Back when I used to work in Manhattan, my office was right on Bryant Park, where each year around this time, Fashion Week kicks off. What is otherwise a nice little getaway just one block west of Times Square and yet a whole world away from it, becomes a tented-off, highly secured, highly branded, brightly lit and excessively populated area where photographers and models and designers and everybody else affiliated with that world congregates for a frenzy of activity. It is a week I usually would seek lunch elsewhere.
But my co-workers and I would often joke that at lunchtime, you could see the models walking around the area, just like anybody else looking for a place to catch lunch. Where were these women going? Most of them were 94 lbs. soaking wet, and a rich meal for them was usually an air sandwich and a wistful glance at a glass of water. I often write about the dangers of obesity and the extra healthcare costs of being overweight, but this is a health problem on the other end of the spectrum, fostered by one of the very few industries left that somehow gets away with hiring (and more importantly, firing) people solely on their appearance.
A few years ago, the Council of Fashion Designers of America, under serious pressure from its critics, launched its Health Initiative Guidelines with the stated aim of improving the actual health of models. Modeling can be a deeply sketchy business, after all, and with models being expected to be super-slender, it is common for models to be pressured by their employers to adopt all kinds of unhealthy behaviors in order to remain skeletal. Anorexia and bulemia run rampant through the industry, and the anecdotes of modeling agencies or designers actually instructing models on anorexic or bulimic techniques are legion. So to that end, the CDFA put forth some basic goals to reverse all of that:
- Educate the industry to identify the early warning signs in an individual at risk of developing an eating disorder.
- Models who are identified as having an eating disorder should be required to seek professional help, and models who are receiving professional help for an eating disorder should not continue modeling without that professional’s approval.
- Develop workshops for the industry (including designers, agents, editors, and models and their families) on the nature of eating disorders, how they arise, how we identify and treat them, and complications that may arise if left untreated.
- Support the well-being of younger individuals by not hiring models under the age of sixteen for runway shows; not allowing models under the age of eighteen to work past midnight at fittings or shoots; and providing regular breaks and rest. (Consult the applicable labor laws found at www.labor.state.ny.us when working with models under sixteen.)
- Supply healthy meals, snacks, and water backstage and at shoots and provide nutrition and fitness education.
This week, the CFDA is proud to note that it is finally achieving a tangible result with its increased focus on health: getting designers to stop using models who are under the age of 16. DNA, Elite, Ford, IMG, Marilyn, New York Models, Next, One, Supreme, Trump, Wilhelmina, Women and Women Direct have all pledged not to send any models on the runway who are under the age of 16. One designer, Diane von Furstenberg, will require models to keep IDs on them and will card them every time they prepare to walk the runway.
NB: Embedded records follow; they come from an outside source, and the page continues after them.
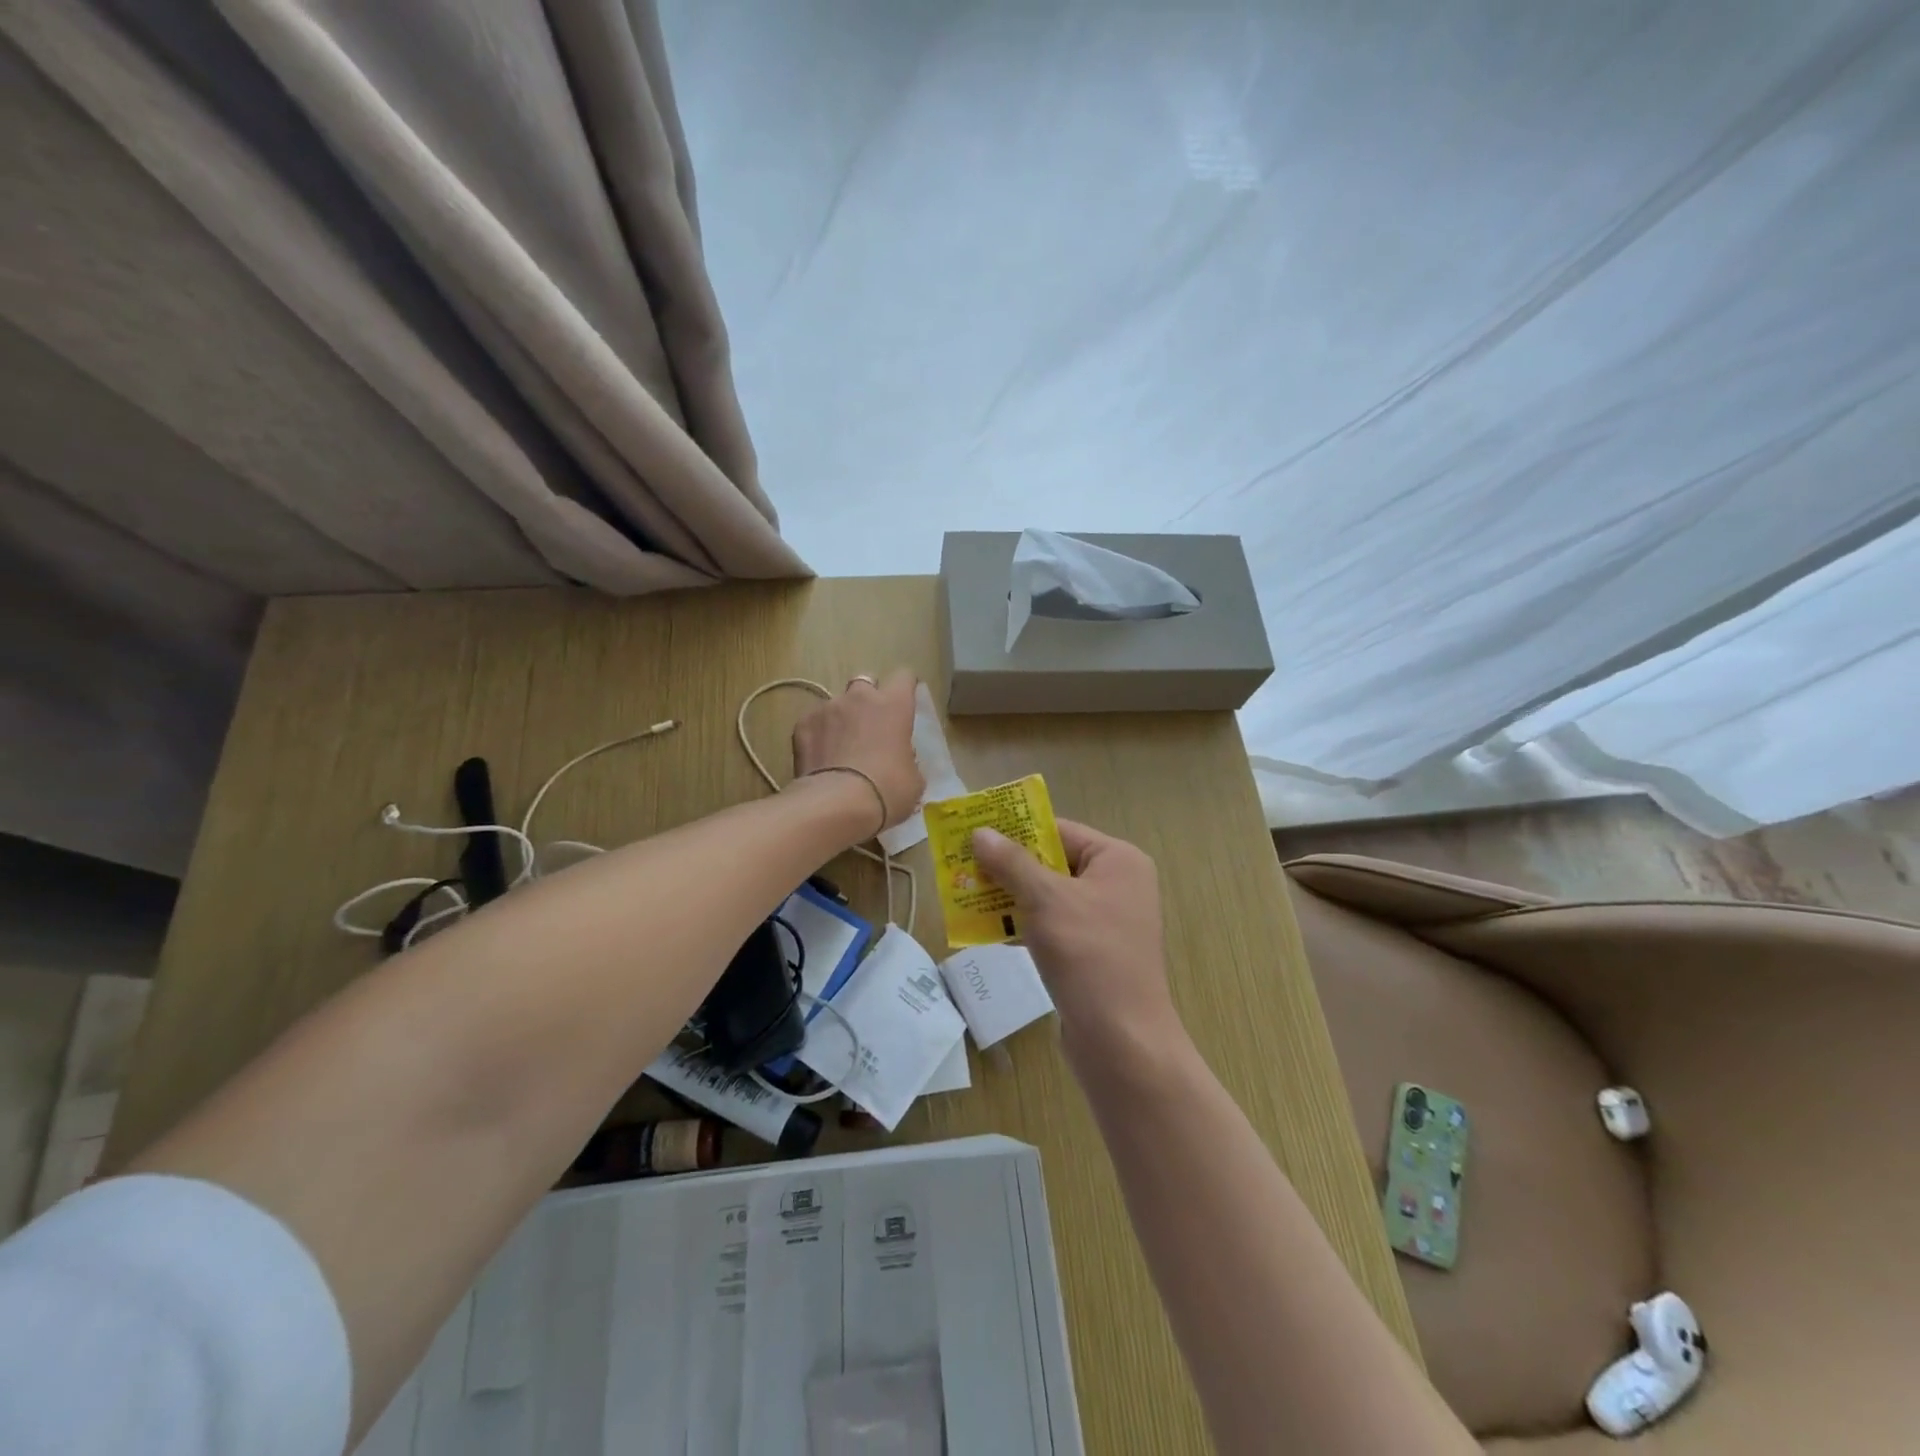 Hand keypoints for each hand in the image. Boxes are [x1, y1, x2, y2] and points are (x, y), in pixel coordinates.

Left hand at [791, 670, 923, 834]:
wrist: (837, 804)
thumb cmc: (886, 791)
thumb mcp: (913, 779)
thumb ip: (907, 758)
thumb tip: (900, 758)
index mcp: (894, 705)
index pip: (904, 677)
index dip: (904, 689)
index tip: (903, 704)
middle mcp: (860, 697)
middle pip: (865, 682)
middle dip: (868, 699)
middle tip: (870, 726)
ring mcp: (827, 707)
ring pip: (837, 703)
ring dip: (841, 719)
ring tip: (840, 748)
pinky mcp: (802, 724)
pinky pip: (813, 722)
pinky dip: (818, 735)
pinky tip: (820, 759)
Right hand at [971, 819, 1185, 1069]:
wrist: (1122, 1041)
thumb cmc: (1089, 956)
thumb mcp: (1046, 900)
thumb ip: (1012, 863)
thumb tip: (980, 833)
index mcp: (1118, 860)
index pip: (1060, 831)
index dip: (1017, 829)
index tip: (975, 832)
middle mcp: (1117, 884)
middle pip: (1053, 862)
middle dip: (1009, 866)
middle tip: (963, 865)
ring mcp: (1107, 920)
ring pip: (1049, 896)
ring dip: (1010, 896)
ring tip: (965, 895)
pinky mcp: (1093, 952)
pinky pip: (1053, 925)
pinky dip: (1024, 924)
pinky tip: (988, 929)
We will see how much the industry really abides by this. Models as young as 14 are not uncommon; a friend of mine who had a short modeling career started herself when she was 14, in part because she was unusually tall (and beautiful). She has stories to tell.
But why the effort to crack down on using such young models? Because the fashion industry’s warped aesthetic of female beauty has gotten so unrealistic that the only way it could get models to look the way designers want them to look is to get them while they are still children. The only other way to get models to fit the industry’s prescribed look is to kill them. Case in point: check out the model to the left. Look at her legs. Those are the legs of a chronically underweight person; when your knees are as wide as your thighs, something unusual is going on. I am reminded of a Sports Illustrated cover I once saw that had two bikini-clad supermodels on the cover, dressed in strategically placed football pads to promote the Super Bowl. One was holding a football, cocked back to throw. When you looked closely at the cover, though, you realized that the ball was only partially inflated; the model lacked the hand strength even to palm a football.